AVAILABLE DATA –
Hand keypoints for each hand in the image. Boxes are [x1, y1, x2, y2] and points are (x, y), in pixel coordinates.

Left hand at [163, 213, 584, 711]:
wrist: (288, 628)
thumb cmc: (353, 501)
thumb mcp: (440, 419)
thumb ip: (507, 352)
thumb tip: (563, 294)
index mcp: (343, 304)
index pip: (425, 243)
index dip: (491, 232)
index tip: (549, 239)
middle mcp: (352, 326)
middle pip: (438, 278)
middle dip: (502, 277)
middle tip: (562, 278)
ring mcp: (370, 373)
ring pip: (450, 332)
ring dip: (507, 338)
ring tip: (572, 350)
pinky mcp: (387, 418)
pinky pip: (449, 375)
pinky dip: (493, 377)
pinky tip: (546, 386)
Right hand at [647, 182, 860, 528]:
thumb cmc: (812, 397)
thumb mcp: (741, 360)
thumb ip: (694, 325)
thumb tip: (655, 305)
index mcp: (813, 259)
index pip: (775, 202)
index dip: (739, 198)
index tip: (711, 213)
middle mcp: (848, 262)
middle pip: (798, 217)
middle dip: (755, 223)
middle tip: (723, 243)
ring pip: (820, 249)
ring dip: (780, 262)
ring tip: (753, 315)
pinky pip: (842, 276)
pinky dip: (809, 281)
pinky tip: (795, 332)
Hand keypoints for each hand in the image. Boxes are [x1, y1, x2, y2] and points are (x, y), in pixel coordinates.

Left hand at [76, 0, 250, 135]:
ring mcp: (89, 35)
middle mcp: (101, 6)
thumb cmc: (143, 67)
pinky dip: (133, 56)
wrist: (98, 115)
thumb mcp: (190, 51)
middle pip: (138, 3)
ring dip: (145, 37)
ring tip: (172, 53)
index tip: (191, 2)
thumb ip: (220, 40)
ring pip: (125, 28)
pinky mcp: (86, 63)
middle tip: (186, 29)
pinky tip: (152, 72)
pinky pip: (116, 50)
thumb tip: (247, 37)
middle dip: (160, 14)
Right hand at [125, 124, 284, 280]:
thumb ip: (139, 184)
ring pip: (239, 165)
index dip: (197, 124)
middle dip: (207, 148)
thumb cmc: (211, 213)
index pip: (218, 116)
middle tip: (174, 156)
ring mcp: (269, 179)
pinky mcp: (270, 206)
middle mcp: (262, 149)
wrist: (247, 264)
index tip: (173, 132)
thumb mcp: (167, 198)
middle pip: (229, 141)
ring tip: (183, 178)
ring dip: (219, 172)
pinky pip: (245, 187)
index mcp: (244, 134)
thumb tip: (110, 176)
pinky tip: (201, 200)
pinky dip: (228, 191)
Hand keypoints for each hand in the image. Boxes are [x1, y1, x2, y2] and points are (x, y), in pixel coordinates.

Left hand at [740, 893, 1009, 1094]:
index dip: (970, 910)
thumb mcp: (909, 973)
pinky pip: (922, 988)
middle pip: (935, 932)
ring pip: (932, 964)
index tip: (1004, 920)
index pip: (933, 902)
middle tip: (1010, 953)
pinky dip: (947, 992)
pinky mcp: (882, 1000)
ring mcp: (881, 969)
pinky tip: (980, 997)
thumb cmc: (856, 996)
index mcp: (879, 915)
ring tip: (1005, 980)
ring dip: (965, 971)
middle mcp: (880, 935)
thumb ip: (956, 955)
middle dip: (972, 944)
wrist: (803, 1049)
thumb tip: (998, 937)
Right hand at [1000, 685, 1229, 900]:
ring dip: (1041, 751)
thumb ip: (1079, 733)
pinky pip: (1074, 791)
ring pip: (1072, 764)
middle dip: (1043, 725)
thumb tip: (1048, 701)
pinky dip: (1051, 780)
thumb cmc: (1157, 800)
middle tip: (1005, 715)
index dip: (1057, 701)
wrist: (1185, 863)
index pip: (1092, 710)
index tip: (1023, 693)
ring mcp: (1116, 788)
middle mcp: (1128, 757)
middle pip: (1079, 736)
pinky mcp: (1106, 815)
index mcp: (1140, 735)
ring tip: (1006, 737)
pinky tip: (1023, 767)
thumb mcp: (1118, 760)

--

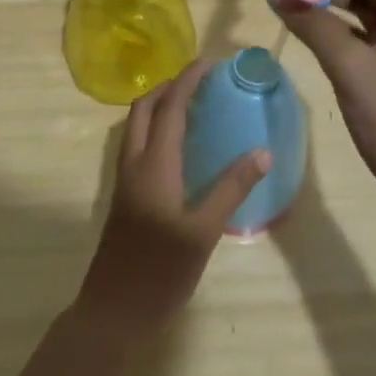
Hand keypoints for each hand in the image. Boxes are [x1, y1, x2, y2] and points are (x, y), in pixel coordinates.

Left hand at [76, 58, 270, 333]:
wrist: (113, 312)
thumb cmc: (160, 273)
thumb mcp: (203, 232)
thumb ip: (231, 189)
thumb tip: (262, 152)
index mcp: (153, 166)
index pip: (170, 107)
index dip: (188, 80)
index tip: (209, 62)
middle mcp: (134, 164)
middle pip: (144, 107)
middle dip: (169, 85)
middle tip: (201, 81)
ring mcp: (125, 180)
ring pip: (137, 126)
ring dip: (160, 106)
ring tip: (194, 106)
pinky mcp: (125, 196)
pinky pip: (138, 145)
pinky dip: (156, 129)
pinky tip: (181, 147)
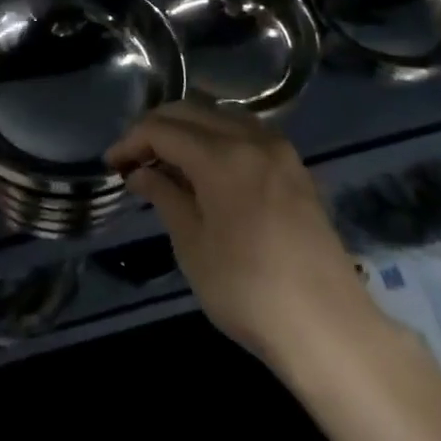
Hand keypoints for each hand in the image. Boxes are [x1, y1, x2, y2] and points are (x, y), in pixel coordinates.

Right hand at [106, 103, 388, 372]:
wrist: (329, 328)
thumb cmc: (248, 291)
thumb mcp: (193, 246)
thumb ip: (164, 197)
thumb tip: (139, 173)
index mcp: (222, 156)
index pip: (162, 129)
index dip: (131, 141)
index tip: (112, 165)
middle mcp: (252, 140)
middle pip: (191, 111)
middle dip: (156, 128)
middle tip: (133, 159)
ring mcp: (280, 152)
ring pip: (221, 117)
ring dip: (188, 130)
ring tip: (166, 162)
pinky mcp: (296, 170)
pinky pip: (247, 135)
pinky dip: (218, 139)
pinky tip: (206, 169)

WHAT TO DO –
Wherever the string "Right" occurs in the data, copy the line that holds it.

ANSWER TO THE PROBLEM –
Right hand at [647, 182, 860, 528]:
Right hand at [125, 124, 284, 280]:
Right hand at [1000, 685, 1229, 900]:
Right hand at [106, 103, 388, 372]:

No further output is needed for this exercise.